Unsurprisingly, panic and inertia aren’t ideal in these situations but they are a couple of the most common reactions among the rest of us. Lee Freeman-Shor’s book The Art of Execution puts it plainly - if a fund or share price drops we should either decide it no longer holds the long-term attraction it once did and sell, or decide it still does and buy more shares or units at the new lower price, like shopping in the sales. The only useless reaction is to stay stuck in the headlights.
Remember, market ups and downs are the price we pay for the long-term outperformance of equities over cash. Keeping that long-term view at the front of your mind should help you look at short-term fluctuations as nothing more than mere blips on a much longer journey.
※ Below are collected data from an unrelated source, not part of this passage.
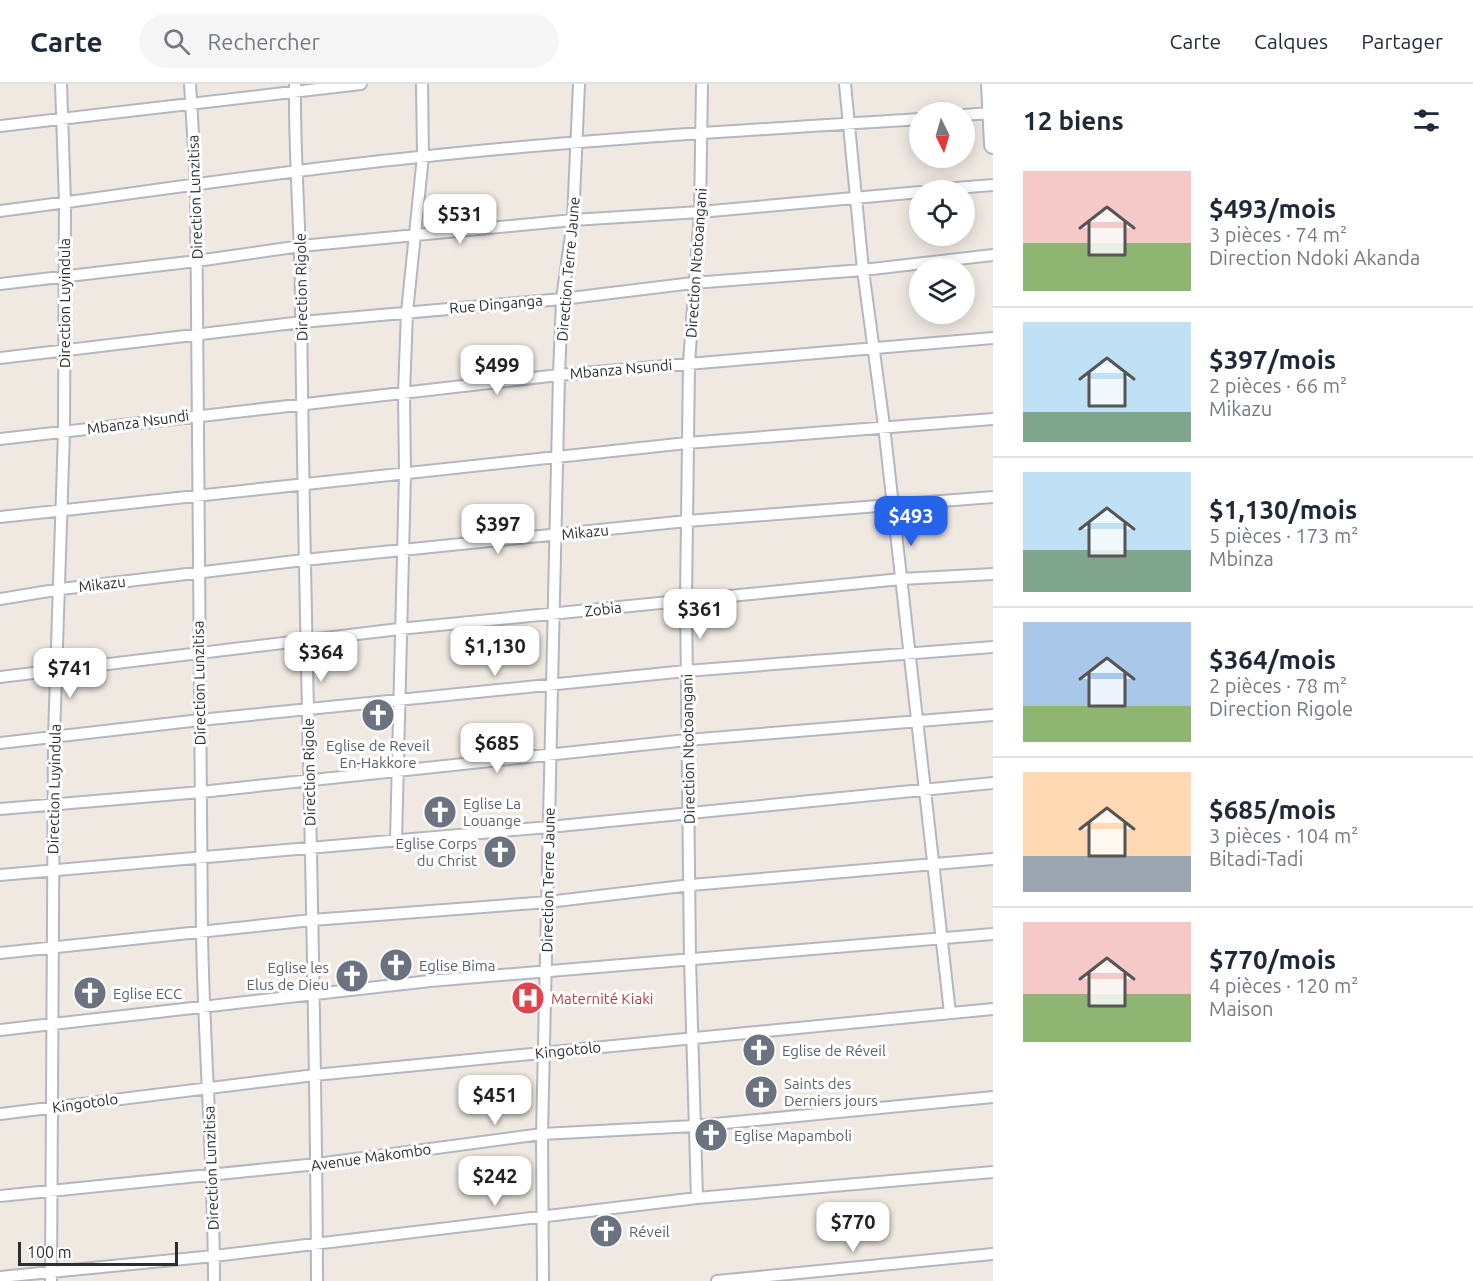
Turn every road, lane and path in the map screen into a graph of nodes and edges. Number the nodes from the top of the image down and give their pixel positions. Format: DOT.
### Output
graph roads {
  1 [pos="61,84"];
  2 [pos="190,84"];
  3 [pos="361,84"];
  4 [pos="422,84"];
  5 [pos="579,84"];
  6 [pos="702,84"];
  7 [pos="845,84"];
  8 [pos="990,84"];
  9 [pos="295,88"];
  10 [pos="191,106"];
  11 [pos="991,113"];
  12 [pos="975,114"];
  13 [pos="61,117"];
  14 [pos="909,120"];
  15 [pos="850,124"];
  16 [pos="0,126"];
  17 [pos="703,133"];
  18 [pos="575,145"];
  19 [pos="993,145"];
  20 [pos="423,156"];
  21 [pos="297,170"];
  22 [pos="196,184"];
  23 [pos="993,185"];
  24 [pos="975,186"];
  25 [pos="909,193"];
  26 [pos="856,197"];
  27 [pos="65,202"];
  28 [pos="0,211"];
  29 [pos="700,212"];
  30 [pos="573,220"];
  31 [pos="414,235"];
  32 [pos="301,246"];
  33 [pos="993,255"];
  34 [pos="197,261"];
  35 [pos="863,270"];
  36 [pos="64,276"];
  37 [pos="693,283"];
  38 [pos="0,284"];
  39 [pos="562,298"];
  40 [pos="407,312"];
  41 [pos="302,322"];
  42 [pos="198,335"];
  43 [pos="993,338"];
  44 [pos="872,348"];
  45 [pos="64,352"];
  46 [pos="0,358"];
  47 [pos="689,363"];
  48 [pos="559,375"];
  49 [pos="404,393"];
  50 [pos="302,403"];
  51 [pos="197,415"];
  52 [pos="993,419"];
  53 [pos="884,426"];
  54 [pos="64,432"];
  55 [pos="0,439"];
  56 [pos="687,443"];
  57 [pos="557,458"];
  58 [pos="405,474"];
  59 [pos="304,485"];
  60 [pos="198,497"];
  61 [pos="993,497"];
  62 [pos="891,506"];
  63 [pos="63,512"];
  64 [pos="0,517"];
  65 [pos="687,521"];
  66 [pos="555,535"];
  67 [pos="401,551"];
  68 [pos="304,560"];
  69 [pos="198,572"];
  70 [pos="993,574"];
  71 [pos="901,579"];
  72 [pos="61,589"];
  73 [pos="0,599"];
  74 [pos="686,599"];
  75 [pos="554,615"];
  76 [pos="399,629"];
  77 [pos="306,639"];
  78 [pos="993,647"];
  79 [pos="198,651"];
  80 [pos="910,653"];
  81 [pos="57,671"];
  82 [pos="686,671"];
  83 [pos="0,677"];
  84 [pos="554,686"];
  85 [pos="398,700"];
  86 [pos="308,709"];
  87 [pos="993,715"];
  88 [pos="200,720"];
  89 [pos="917,720"];
  90 [pos="54,737"];
  91 [pos="687,740"];
  92 [pos="0,743"];
  93 [pos="551,754"];
  94 [pos="397,770"];
  95 [pos="309,780"];
  96 [pos="993,783"];
  97 [pos="925,789"];
  98 [pos="201,792"];
  99 [pos="54,806"];
  100 [pos="0,809"];
  101 [pos="690,814"];
  102 [pos="549,827"];
  103 [pos="396,841"];
  104 [pos="311,848"];
  105 [pos="203,857"];
  106 [pos="993,858"];
  107 [pos="934,864"];
  108 [pos="52,872"];
  109 [pos="0,875"];
  110 [pos="690,885"];
  111 [pos="548,902"];
  112 [pos="312,920"];
  113 [pos="202,933"];
  114 [pos="993,934"];
  115 [pos="942,937"];
  116 [pos="52,949"];
  117 [pos="0,953"];
  118 [pos="690,959"];
  119 [pos="546,973"];
  120 [pos="314,995"];
  121 [pos="205,1006"];
  122 [pos="993,1009"];
  123 [pos="950,1013"];
  124 [pos="52,1024"];
  125 [pos="0,1030"];
  126 [pos="692,1037"];
  127 [pos="544,1052"];
  128 [pos="315,1074"];
  129 [pos="207,1087"];
  130 [pos="993,1097"];
  131 [pos="50,1108"];
  132 [pos="0,1114"];
  133 [pos="694,1126"];
  134 [pos="542,1134"];
  135 [pos="317,1164"];
  136 [pos="993,1172"];
  137 [pos="214,1176"];
  138 [pos="51,1191"];
  139 [pos="0,1196"];
  140 [pos="697,1198"];
  141 [pos="542,1216"];
  142 [pos="317,1244"];
  143 [pos="993,1254"];
  144 [pos="214,1256"];
  145 [pos="52,1276"];
  146 [pos="0,1277"];
  147 [pos="214,1281"];
  148 [pos="317,1281"];
  149 [pos="543,1281"];
  150 [pos="717,1281"];
  1 -- 13 [label="street, Direction Luyindula"];
  2 -- 10 [label="street, Direction Lunzitisa"];
  3 -- 9 [label="street"];
  4 -- 20 [label="street"];
  5 -- 18 [label="street, Direction Terre Jaune"];
  6 -- 17 [label="street, Direction Ntotoangani"];
  7 -- 15 [label="street"];
  8 -- 11 [label="street"];
  9 -- 10 [label="street"];
  9 -- 21 [label="street, Direction Rigole"];
  10 -- 13 [label="street"];
  10 -- 22 [label="street, Direction Lunzitisa"];
  11 -- 12 [label="street"];
  11 -- 19 [label="street"];
  13 -- 16 [label="street"];
  13 -- 27 [label="street, Direction Luyindula"];
  14 -- 15 [label="street"];
  15 -- 17 [label="street"];
  15 -- 26 [label="street"];
  17 -- 18 [label="street"];
  17 -- 29 [label="street, Direction Ntotoangani"];
  18 -- 20 [label="street"];
  18 -- 30 [label="street, Direction Terre Jaune"];
  20 -- 21 [label="street"];
  20 -- 31 [label="street"];
  21 -- 22 [label="street"];
  21 -- 32 [label="street, Direction Rigole"];
  22 -- 27 [label="street"];
  22 -- 34 [label="street, Direction Lunzitisa"];
  23 -- 24 [label="street"];
  25 -- 26 [label="street"];
  26 -- 29 [label="street"];
  26 -- 35 [label="street"];
  27 -- 28 [label="street"];
  27 -- 36 [label="street, Direction Luyindula"];
  29 -- 30 [label="street"];
  29 -- 37 [label="street, Direction Ntotoangani"];
  30 -- 31 [label="street"];
  30 -- 39 [label="street, Direction Terre Jaune"];
  31 -- 32 [label="street"];
  31 -- 40 [label="street"];
  32 -- 34 [label="street"];
  32 -- 41 [label="street, Direction Rigole"];
  33 -- 35 [label="street, Rue Dinganga"];
  34 -- 36 [label="street"];
  34 -- 42 [label="street, Direction Lunzitisa"];
  35 -- 37 [label="street, Rue Dinganga"];
  35 -- 44 [label="street"];
  36 -- 38 [label="street"];
  36 -- 45 [label="street, Direction Luyindula"];
  37 -- 39 [label="street, Rue Dinganga"];
  37 -- 47 [label="street, Direction Ntotoangani"];
  39 -- 40 [label="street, Rue Dinganga"];
  39 -- 48 [label="street, Direction Terre Jaune"];
  40 -- 41 [label="street, Rue Dinganga"];
  40 -- 49 [label="street"];
  41 -- 42 [label="street, Rue Dinganga"];
  41 -- 50 [label="street, Direction Rigole"];
  42 -- 45 [label="street, Rue Dinganga"];
  42 -- 51 [label="street, Direction Lunzitisa"];
  43 -- 44 [label="street, Mbanza Nsundi"];
  44 -- 47 [label="street, Mbanza Nsundi"];
  44 -- 53 [label="street"];
  45 -- 46 [label="street, Rue Dinganga"];
  45 -- 54 [label="street, Direction Luyindula"];
  47 -- 48 [label="street, Mbanza Nsundi"];
  47 -- 56 [label="street, Direction Ntotoangani"];
  48 -- 49 [label="street, Mbanza Nsundi"];
  48 -- 57 [label="street, Direction Terre Jaune"];
  49 -- 50 [label="street, Mbanza Nsundi"];
  49 -- 58 [label="street"];
  50 -- 51 [label="street, Mbanza Nsundi"];
  50 -- 59 [label="street, Direction Rigole"];
  51 -- 54 [label="street, Mbanza Nsundi"];
  51 -- 60 [label="street, Direction Lunzitisa"];
  52 -- 53 [label="street"];
  53 -- 56 [label="street"];
  53 -- 62 [label="street"];
  54 -- 55 [label="street, Mbanza Nsundi"];
  54 -- 63 [label="street, Direction Luyindula"];
  56 -- 57 [label="street"];
  56 -- 65 [label="street, Direction Ntotoangani"];
  57 -- 58 [label="street"];
  57 -- 66 [label="street, Direction Terre Jaune"];
  58 -- 59 [label="street"];
  58 -- 67 [label="street"];
  59 -- 60 [label="street"];
  59 -- 68 [label="street, Direction Rigole"];
  60 -- 63 [label="street"];
  60 -- 69 [label="street, Direction Lunzitisa"];
  61 -- 62 [label="street, Mikazu"];
  62 -- 65 [label="street, Mikazu"];
  62 -- 71 [label="street"];
  63 -- 64 [label="street"];
  63 -- 72 [label="street, Direction Luyindula"];
  65 -- 66 [label="street, Mikazu"];
  65 -- 74 [label="street, Direction Ntotoangani"];
  66 -- 67 [label="street, Mikazu"];
  66 -- 75 [label="street, Direction Terre Jaune"];
  67 -- 68 [label="street, Mikazu"];
  67 -- 76 [label="street"];
  68 -- 69 [label="street, Mikazu"];
  68 -- 77 [label="street, Direction Rigole"];
  69 -- 72 [label="street, Mikazu"];
  69 -- 79 [label="street, Direction Lunzitisa"];
  70 -- 71 [label="street, Zobia"];
  71 -- 74 [label="street, Zobia"];
  71 -- 80 [label="street"];
  72 -- 73 [label="street, Mikazu"];
  72 -- 81 [label="street, Direction Luyindula"];
  74 -- 75 [label="street, Zobia"];
  74 -- 82 [label="street, Direction Ntotoangani"];
  75 -- 76 [label="street, Zobia"];
  75 -- 84 [label="street, Direction Terre Jaune"];
  76 -- 77 [label="street, Zobia"];
  76 -- 85 [label="street"];
  77 -- 79 [label="street, Zobia"];
  77 -- 86 [label="street, Direction Rigole"];
  78 -- 80 [label="street"];
  79 -- 81 [label="street, Zobia"];
  79 -- 88 [label="street, Direction Lunzitisa"];
  80 -- 82 [label="street"];
  80 -- 89 [label="street"];
  81 -- 83 [label="street, Zobia"];
  81 -- 90 [label="street, Direction Luyindula"];
  82 -- 84 [label="street"];
  82 -- 91 [label="street, Direction Ntotoangani"];
  84 -- 85 [label="street"];
  84 -- 93 [label="street, Direction Terre Jaune"];
  85 -- 86 [label="street"];
  85 -- 94 [label="street"];
  86 -- 88 [label="street"];
  86 -- 95 [label="street, Direction Rigole"];
  87 -- 89 [label="street"];
  88 -- 90 [label="street"];
  88 -- 98 [label="street, Direction Lunzitisa"];
  89 -- 91 [label="street"];
  89 -- 97 [label="street"];
  90 -- 92 [label="street"];
  90 -- 99 [label="street, Direction Luyindula"];
  91 -- 93 [label="street"];
  91 -- 101 [label="street, Direction Ntotoangani"];
  93 -- 94 [label="street"];
  93 -- 102 [label="street, Direction Terre Jaune"];
  94 -- 95 [label="street"];
  94 -- 103 [label="street"];
  95 -- 98 [label="street"];
  95 -- 104 [label="street, Direction Rigole"];
  96 -- 97 [label="street"];
  97 -- 101 [label="street"];
  97 -- 107 [label="street"];
  98 -- 99 [label="street"];
  98 -- 105 [label="street, Direction Lunzitisa"];
  99 -- 100 [label="street"];
  99 -- 108 [label="street, Direction Luyindula"];
  101 -- 102 [label="street"];
  101 -- 110 [label="street, Direction Ntotoangani"];
  102 -- 103 [label="street"];
  102 -- 111 [label="street, Direction Terre Jaune"];
  103 -- 104 [label="street"];
  104 -- 105 [label="street"];
  104 -- 112 [label="street, Direction Rigole"];
  105 -- 108 [label="street"];
  105 -- 113 [label="street, Direction Lunzitisa"];
  106 -- 107 [label="street"];
  107 -- 110 [label="street"];
  107 -- 115 [label="street"];
  108 -- 109 [label="street"];
  108 -- 116 [label="street, Direction Luyindula"];
  110 -- 111 [label="street"];
  110 -- 118 [label="street, Direction Ntotoangani"];
  111 -- 112 [label="street"];
  111 -- 119 [label="street, Direction Terre Jaune"];
  112 -- 113 [label="street"];
  112 -- 120 [label="street, Direction Rigole"];
  113 -- 116 [label="street"];
  113 -- 121 [label="street, Direction Lunzitisa"];
  114 -- 115 [label="street"];
  115 -- 118 [label="street"];
  115 -- 123 [label="street"];
  116 -- 117 [label="street"];
  116 -- 124 [label="street, Direction Luyindula"];
  118 -- 119 [label="street"];
  118 -- 126 [label="street, Direction Ntotoangani"];
  119 -- 120 [label="street"];
  119 -- 127 [label="street, Direction Terre Jaune"];
  120 -- 121 [label="street"];
  120 -- 128 [label="street, Direction Rigole"];
  121 -- 124 [label="street"];
  121 -- 129 [label="street, Direction Lunzitisa"];
  122 -- 123 [label="street, Kingotolo"];
  123 -- 126 [label="street, Kingotolo"];
  124 -- 125 [label="street"];
  124 -- 131 [label="street, Direction Luyindula"];
  126 -- 127 [label="street, Kingotolo"];
  126 -- 133 [label="street, Direction Ntotoangani"];
  127 -- 128 [label="street, Kingotolo"];
  127 -- 134 [label="street, Direction Terre Jaune"];
  128 -- 129 [label="street, Kingotolo"];
  128 -- 135 [label="street, Direction Rigole"];
  129 -- 131 [label="street, Kingotolo"];
  129 -- 137 [label="street, Direction Lunzitisa"];
  130 -- 133 [label="street, Avenue Makombo"];
  131 -- 132 [label="street, Kingotolo"];
  131 -- 138 [label="street, Direction Luyindula"];
  133 -- 134 [label="street, Avenue Makombo"];
  133 -- 140 [label="street, Direction Ntotoangani"];
  134 -- 135 [label="street, Avenue Makombo"];
  134 -- 141 [label="street, Direction Terre Jaune"];
  135 -- 137 [label="street, Avenue Makombo"];
  135 -- 142 [label="street, Direction Rigole"];
  136 -- 140 [label="street"];
  137 -- 138 [label="street, Avenue Makombo"];
  137 -- 144 [label="street, Direction Lunzitisa"];
  138 -- 139 [label="street, Avenue Makombo"];
  138 -- 145 [label="street, Direction Luyindula"];
  140 -- 141 [label="street"];
  141 -- 142 [label="street"];
  141 -- 149 [label="street, Direction Terre Jaune"];
  142 -- 144 [label="street"];
  142 -- 148 [label="street, Direction Rigole"];
  143 -- 150 [label="street"];
  144 -- 145 [label="street"];
  144 -- 147 [label="street, Direction Lunzitisa"];
  145 -- 146 [label="street"];
}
Invest, just not emotionally
Another reason a loss can hit us hard is if we have grown attached to a certain investment. Losing money on a coin toss might sting but when we’ve put time and effort into choosing a certain fund or share and it drops it can feel a lot more personal. Be careful not to fall into the Ikea-bias trap here - just because you made a coffee table or chose it does not make it any better or more valuable than the next one.
Our investments are a lot more important than wine tasting but if we can spot our natural reactions to winning and losing in other areas of our lives, we can begin to recognise them and confront them when our portfolios move.
In my case, I really had lost nothing in the grand scheme of things, and for investors that’s normally the case too. If you have a good mix of funds in your portfolio, that downward-pointing line graph will often be a short-term thing. The best days in the market regularly follow the worst and it’s about being ready for both without reacting rashly either way.
Adequately diversifying your portfolio with a range of assets is a basic principle of long-term investing. If the environment changes, it’ll be too late to start chopping and changing so get it sorted beforehand to make sure some cylinders are firing at all times.
The value of investments and the income from them can go down as well as up, so you may get back less than you invest. This information is not a personal recommendation for any particular investment. If you are unsure about the suitability of an investment you should speak to an authorised financial adviser.